* **Work required**:
Exactly as written, copy the lines of the data below from the first through the one containing "middle tip: (334, 96)".

(Beginning of Supplied material)

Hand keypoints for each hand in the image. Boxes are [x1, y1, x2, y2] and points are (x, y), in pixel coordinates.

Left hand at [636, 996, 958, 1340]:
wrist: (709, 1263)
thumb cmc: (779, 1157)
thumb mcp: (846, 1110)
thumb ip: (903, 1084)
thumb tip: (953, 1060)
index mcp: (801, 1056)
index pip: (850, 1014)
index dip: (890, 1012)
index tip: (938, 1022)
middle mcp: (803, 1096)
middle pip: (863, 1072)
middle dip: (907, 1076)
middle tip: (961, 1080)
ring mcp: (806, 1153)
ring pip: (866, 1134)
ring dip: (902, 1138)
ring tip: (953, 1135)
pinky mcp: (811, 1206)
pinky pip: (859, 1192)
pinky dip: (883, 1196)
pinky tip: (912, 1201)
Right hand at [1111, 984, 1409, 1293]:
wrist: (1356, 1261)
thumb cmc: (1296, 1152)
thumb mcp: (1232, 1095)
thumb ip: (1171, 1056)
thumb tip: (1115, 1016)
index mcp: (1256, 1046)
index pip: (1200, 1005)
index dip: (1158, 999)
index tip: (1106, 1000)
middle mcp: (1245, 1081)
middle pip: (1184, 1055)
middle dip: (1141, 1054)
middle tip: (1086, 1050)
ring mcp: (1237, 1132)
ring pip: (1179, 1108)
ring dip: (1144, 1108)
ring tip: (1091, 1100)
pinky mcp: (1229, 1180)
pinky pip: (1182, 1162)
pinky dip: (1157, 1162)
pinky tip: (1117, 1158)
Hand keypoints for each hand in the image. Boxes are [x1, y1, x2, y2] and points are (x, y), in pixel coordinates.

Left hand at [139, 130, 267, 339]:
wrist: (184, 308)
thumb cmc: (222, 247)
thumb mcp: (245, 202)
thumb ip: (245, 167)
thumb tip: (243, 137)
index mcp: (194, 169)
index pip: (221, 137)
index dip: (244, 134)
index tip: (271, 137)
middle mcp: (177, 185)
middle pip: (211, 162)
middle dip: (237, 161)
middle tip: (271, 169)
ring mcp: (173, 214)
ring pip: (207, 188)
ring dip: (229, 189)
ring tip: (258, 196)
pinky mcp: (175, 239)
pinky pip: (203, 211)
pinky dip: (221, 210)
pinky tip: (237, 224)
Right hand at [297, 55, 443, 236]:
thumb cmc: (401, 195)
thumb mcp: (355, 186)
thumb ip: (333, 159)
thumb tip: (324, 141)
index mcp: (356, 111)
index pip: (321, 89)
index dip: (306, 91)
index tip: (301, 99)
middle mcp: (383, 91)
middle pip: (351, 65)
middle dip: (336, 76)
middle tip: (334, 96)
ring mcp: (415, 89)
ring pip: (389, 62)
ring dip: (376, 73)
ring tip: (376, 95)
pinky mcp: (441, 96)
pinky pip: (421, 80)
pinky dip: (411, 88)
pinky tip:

(End of Supplied material)

* **Answer area**:
Hand keypoints for each hand in the image. Boxes are [x1, y1, x2, y2] and points are (x, y), in pixel coordinates.

Left hand at [636, 996, 958, 1340]:
wrist: (709, 1263)
thumb cmc: (779, 1157)
thumb mcp: (846, 1110)
thumb ip: (903, 1084)
thumb tip: (953, 1060)
index mcp: (801, 1056)
index pip: (850, 1014)
index dip: (890, 1012)
index tip: (938, 1022)
middle mcp: (803, 1096)
middle pip: (863, 1072)
middle dip: (907, 1076)
middle tip: (961, 1080)
ring mcp: (806, 1153)
ring pip: (866, 1134)
ring dip: (902, 1138)
ring tip: (953, 1135)
pinky mcp: (811, 1206)
pinky pip: (859, 1192)
pinky dip: (883, 1196)
pinky tip: (912, 1201)
Right hand at [1111, 984, 1409, 1293]:
wrist: (1356, 1261)
thumb cmc: (1296, 1152)
thumb mcp: (1232, 1095)
thumb ip: (1171, 1056)
thumb tip: (1115, 1016)
index mcp: (1256, 1046)
index pip: (1200, 1005)
index dip: (1158, 999)
index tip: (1106, 1000)
middle mcp: (1245, 1081)
middle pip: (1184, 1055)
middle dip: (1141, 1054)
middle tip: (1086, 1050)
ring mcp: (1237, 1132)
ring pip: (1179, 1108)
ring dip: (1144, 1108)
ring tip: (1091, 1100)
pinky mcp: (1229, 1180)
pinky pip: (1182, 1162)
pinky dip: (1157, 1162)
pinky tip: (1117, 1158)
Hand keypoints for each hand in the image. Boxes are [x1, y1, x2, y2] and points are (x, y), in pixel coordinates.

Left hand at [139, 130, 267, 339]:
wrist: (184, 308)
thumb cmc: (222, 247)
thumb mcp: (245, 202)
thumb ip: (245, 167)
thumb tip: (243, 137)
index mcp: (194, 169)
index pip: (221, 137)
index dip: (244, 134)
index tip: (271, 137)
middle mcp: (177, 185)
middle pip: (211, 162)
middle dip: (237, 161)
middle tip: (271, 169)
ring mcp: (173, 214)
ring pip: (207, 188)
ring dip: (229, 189)
ring tip: (258, 196)
pinky mcp: (175, 239)
pinky pip: (203, 211)
pinky dip: (221, 210)
pinky tip: (237, 224)
Right hand at [297, 55, 443, 236]:
thumb cmc: (401, 195)
thumb mcp: (355, 186)
thumb ip: (333, 159)
thumb tip: (324, 141)
index mcp: (356, 111)
index pip: (321, 89)
index dip: (306, 91)
index tip: (301, 99)
middle mcp: (383, 91)
middle pip: (351, 65)
middle dip: (336, 76)
middle tip: (334, 96)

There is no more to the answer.